| TASK INSTRUCTIONS |
Output each entry that follows exactly. Images stay out.

| Source data |
========

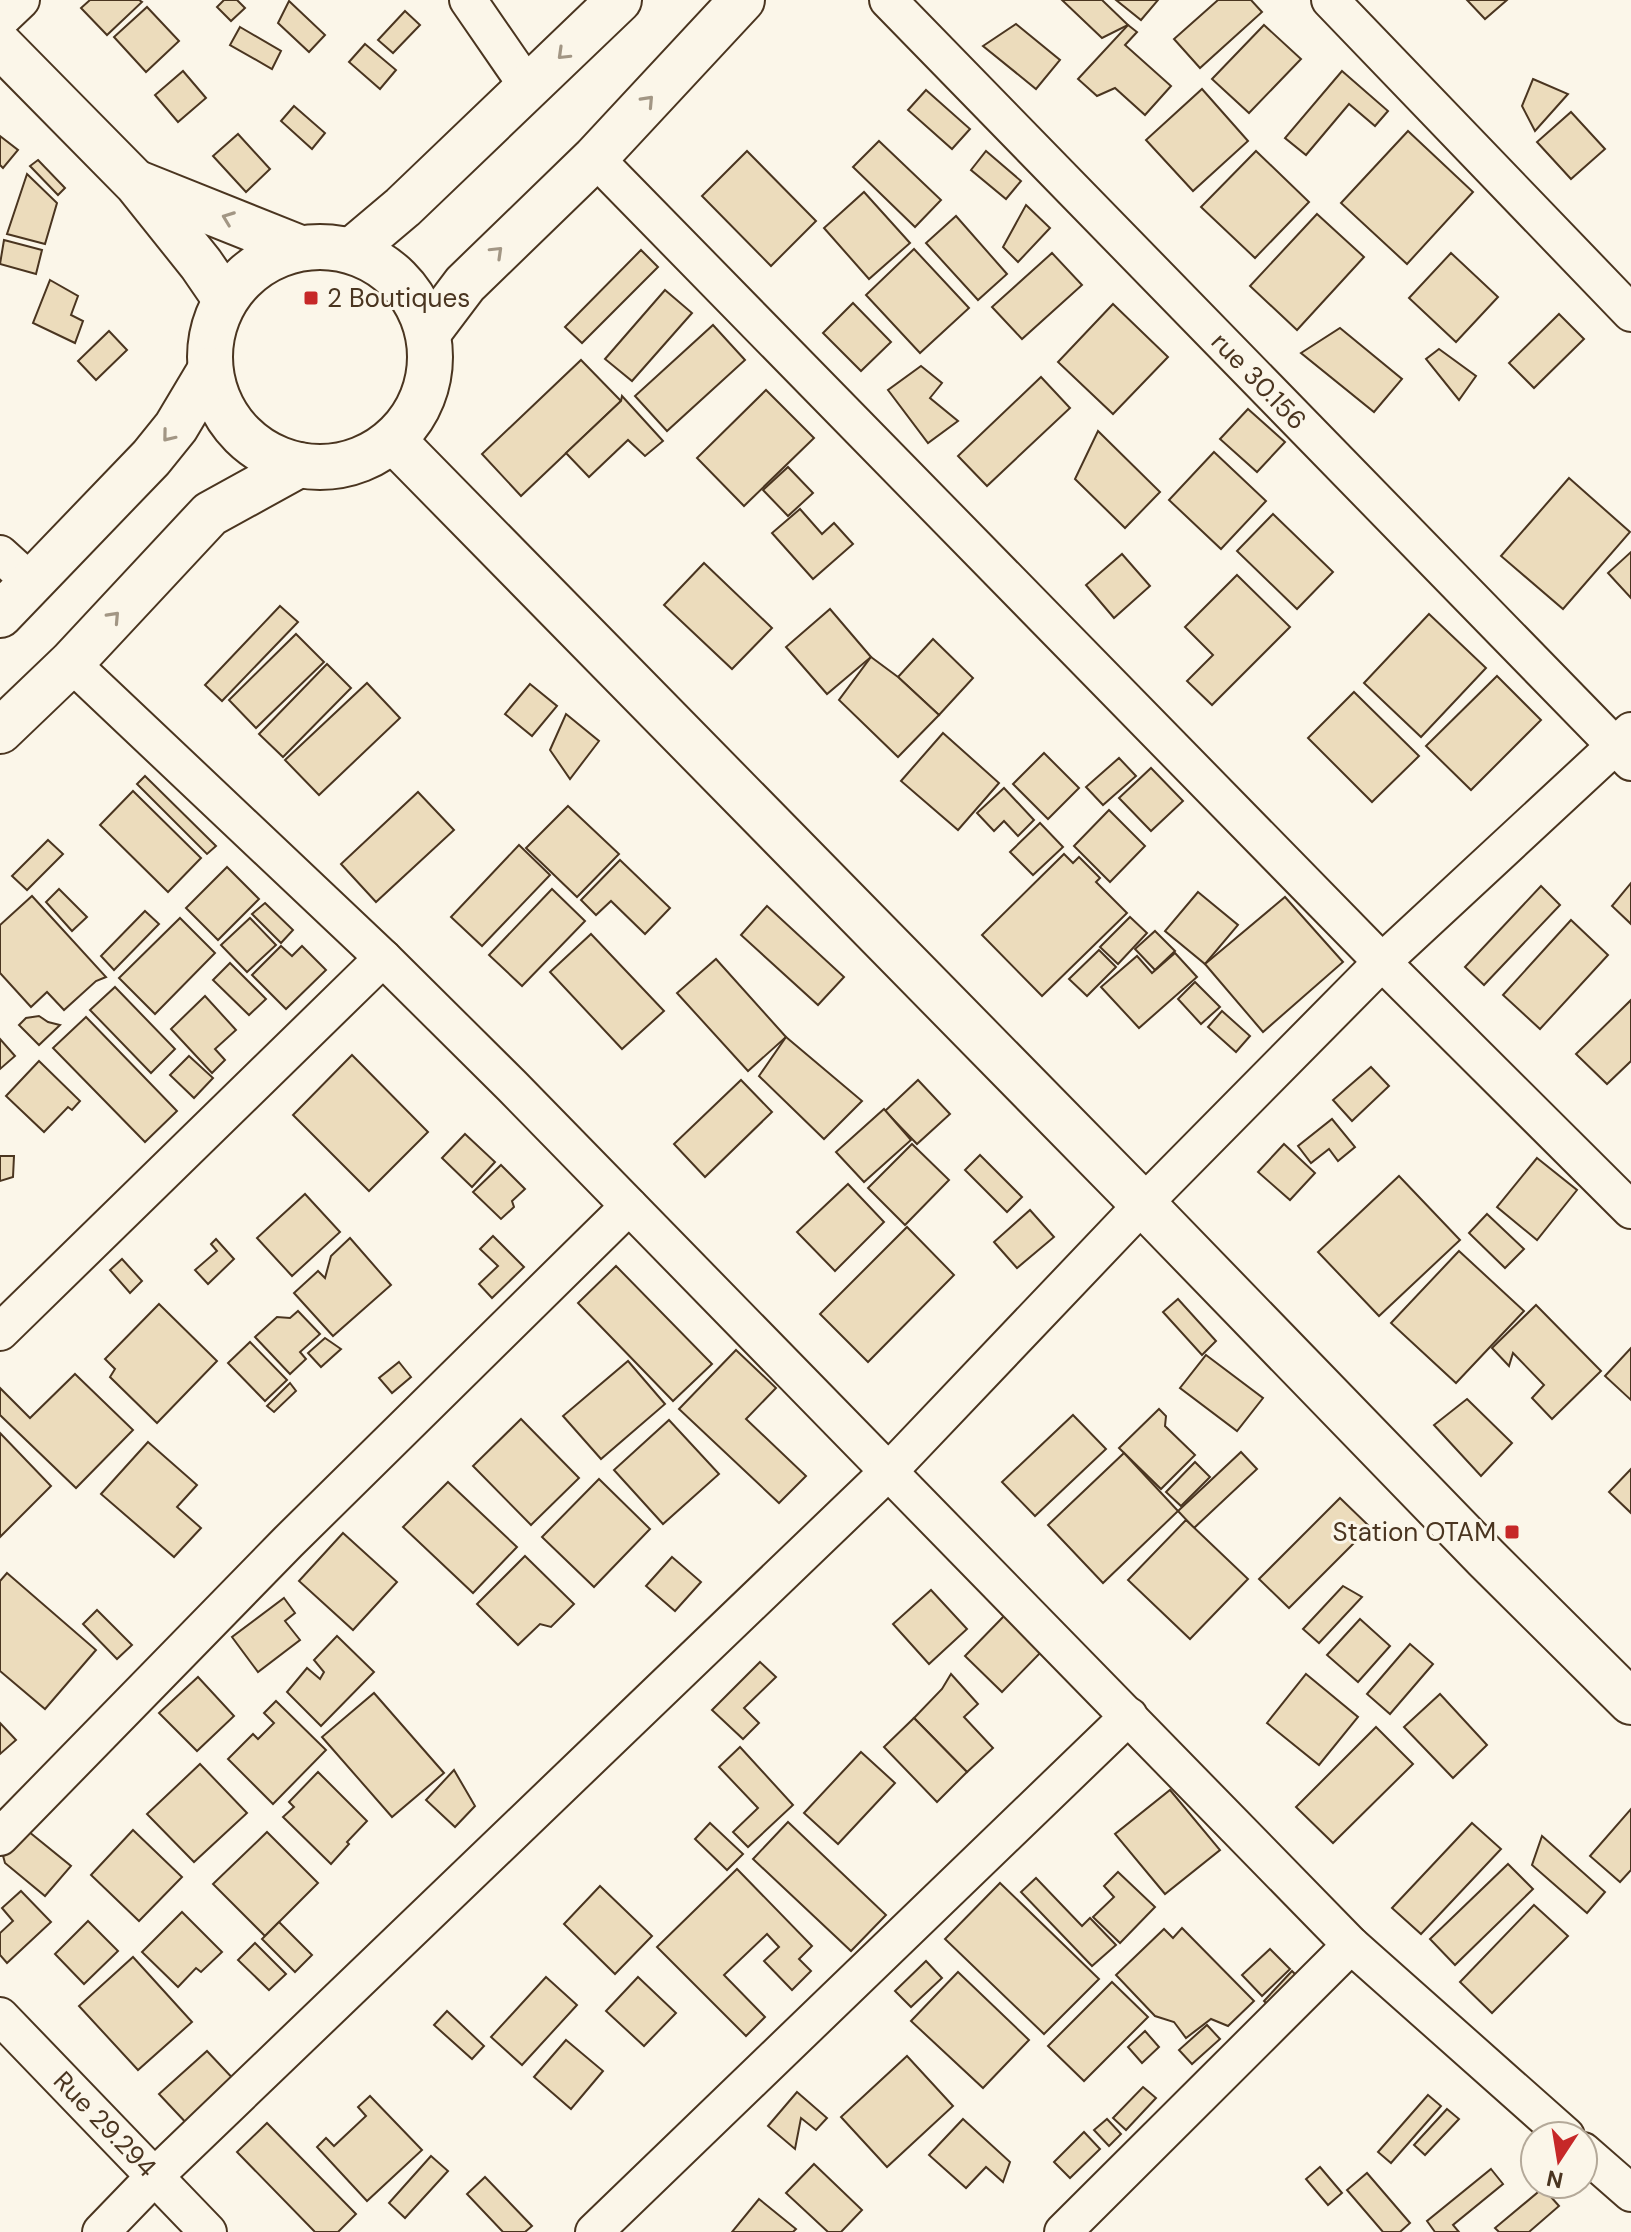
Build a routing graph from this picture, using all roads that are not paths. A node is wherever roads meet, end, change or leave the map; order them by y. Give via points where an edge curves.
1 (21, 0) edge
2 (468, 0) edge
3 (619, 0) edge
4 (742, 0) edge
5 (888, 0) edge
6 (1330, 0) edge
7 (0, 20) edge
8 (0, 45) edge
9 (528, 87) junction
10 (595, 158) junction
11 (137, 184) junction
12 (300, 248) junction
13 (352, 250) junction
14 (225, 299) junction
15 (1631, 313) edge
16 (428, 333) junction
17 (210, 370) junction
18 (394, 441) junction
19 (299, 465) junction
20 (0, 554) edge
21 (32, 583) junction
22 (0, 615) edge
23 (71, 663) junction
24 (0, 731) edge
25 (1626, 746) edge
26 (383, 958) junction
27 (1382, 962) junction
28 (1143, 1204) junction
29 (629, 1206) junction
30 (1631, 1210) edge
31 (0, 1332) edge
32 (888, 1472) junction
33 (1631, 1702) edge
34 (1129, 1716) junction
35 (0, 1837) edge
36 (1351, 1945) junction
37 (0, 2016) edge
38 (1548, 2120) edge
39 (1599, 2165) edge
40 (156, 2175) junction
41 (1631, 2193) edge
42 (101, 2232) edge
43 (208, 2232) edge
44 (594, 2232) edge
45 (1063, 2232) edge

1 - 7 street
2 - 9 street
3 -> 9 main road
10 -> 4 main road
5 - 25 street, rue 30.156
6 - 15 street
8 - 11 main road
9 - 13 main road
16 -> 10 main road via 465,284
10 - 27 street
12 -> 11 main road
11 - 14 main road
12 - 13 main road
12 - 14 main road via 270,258 245,275
13 - 16 main road via 394,274 418,305
14 - 17 main road via 211,334
16 - 18 main road via 431,370 424,396
17 - 19 main road via 219,403 239,432 266,454
17 -> 21 main road via 151,458
18 - 19 main road via 365,458 332,467
18 - 28 main road
23 -> 19 main road via 210,514
20 - 21 street
21 - 22 main road
23 - 24 main road
23 - 26 street
25 - 27 street
26 - 29 street
26 - 31 street
27 - 28 street
27 - 30 street
28 - 32 street
28 - 33 main road
29 - 32 street
29 - 35 street via 288,1542
32 - 34 street
32 - 40 street
34 - 36 street
34 - 44 street
36 - 38 street
36 - 45 street
37 - 40 street, Rue 29.294
39 - 41 street
40 - 42 street
40 - 43 street, Rue 29.294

========

| RESULT BELOW |
Build a routing graph from this picture, using all roads that are not paths. A node is wherever roads meet, end, change or leave the map; order them by y. Give via points where an edge curves.
1 (21, 0) edge
2 (468, 0) edge
3 (619, 0) edge
4 (742, 0) edge
5 (888, 0) edge
6 (1330, 0) edge
7 (0, 20) edge
8 (0, 45) edge
9 (528, 87) junction
10 (595, 158) junction
11 (137, 184) junction
12 (300, 248) junction
13 (352, 250) junction
14 (225, 299) junction
15 (1631, 313) edge
16 (428, 333) junction
17 (210, 370) junction
18 (394, 441) junction
19 (299, 465) junction
20 (0, 554) edge
21 (32, 583) junction
22 (0, 615) edge
23 (71, 663) junction
24 (0, 731) edge
25 (1626, 746) edge
26 (383, 958) junction
27 (1382, 962) junction
28 (1143, 1204) junction
29 (629, 1206) junction
30 (1631, 1210) edge
31 (0, 1332) edge
32 (888, 1472) junction
33 (1631, 1702) edge
34 (1129, 1716) junction
35 (0, 1837) edge
36 (1351, 1945) junction
37 (0, 2016) edge
38 (1548, 2120) edge
39 (1599, 2165) edge
40 (156, 2175) junction
41 (1631, 2193) edge
42 (101, 2232) edge
43 (208, 2232) edge
44 (594, 2232) edge
45 (1063, 2232) edge

1 - 7 street
2 - 9 street
3 -> 9 main road
10 -> 4 main road
5 - 25 street, rue 30.156
6 - 15 street
8 - 11 main road
9 - 13 main road
16 -> 10 main road via 465,284
10 - 27 street
12 -> 11 main road
11 - 14 main road
12 - 13 main road
12 - 14 main road via 270,258 245,275
13 - 16 main road via 394,274 418,305
14 - 17 main road via 211,334
16 - 18 main road via 431,370 424,396
17 - 19 main road via 219,403 239,432 266,454
17 -> 21 main road via 151,458
18 - 19 main road via 365,458 332,467
18 - 28 main road
23 -> 19 main road via 210,514
20 - 21 street
21 - 22 main road
23 - 24 main road
23 - 26 street
25 - 27 street
26 - 29 street
26 - 31 street
27 - 28 street
27 - 30 street
28 - 32 street
28 - 33 main road
29 - 32 street
29 - 35 street via 288,1542
32 - 34 street
32 - 40 street
34 - 36 street
34 - 44 street
36 - 38 street
36 - 45 street
37 - 40 street, Rue 29.294
39 - 41 street
40 - 42 street
40 - 43 street, Rue 29.294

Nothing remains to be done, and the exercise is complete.